*To do:* From the entries below, copy each line in which the word "middle" occurs.

(Recorded data)

————

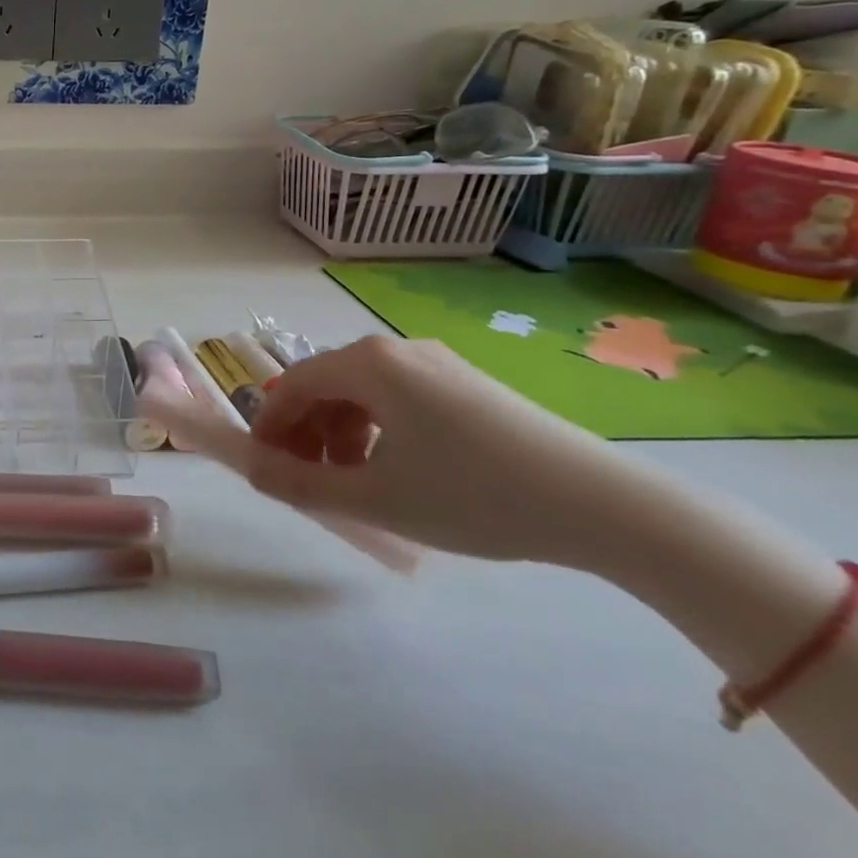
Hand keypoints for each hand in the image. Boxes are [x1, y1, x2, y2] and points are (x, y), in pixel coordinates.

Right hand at [143, 335, 644, 565]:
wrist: (606, 506)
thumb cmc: (474, 495)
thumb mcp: (374, 498)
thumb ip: (299, 484)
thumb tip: (250, 471)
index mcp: (367, 363)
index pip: (292, 386)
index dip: (270, 428)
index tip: (265, 469)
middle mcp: (397, 350)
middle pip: (326, 386)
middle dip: (306, 434)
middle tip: (306, 482)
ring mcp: (438, 364)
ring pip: (363, 394)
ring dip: (340, 435)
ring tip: (352, 483)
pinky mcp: (468, 384)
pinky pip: (399, 399)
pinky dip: (379, 430)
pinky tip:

————

*Written response:*
middle mcp: (397, 350)
middle pip: (326, 386)
middle dip: (306, 434)
middle tip: (306, 482)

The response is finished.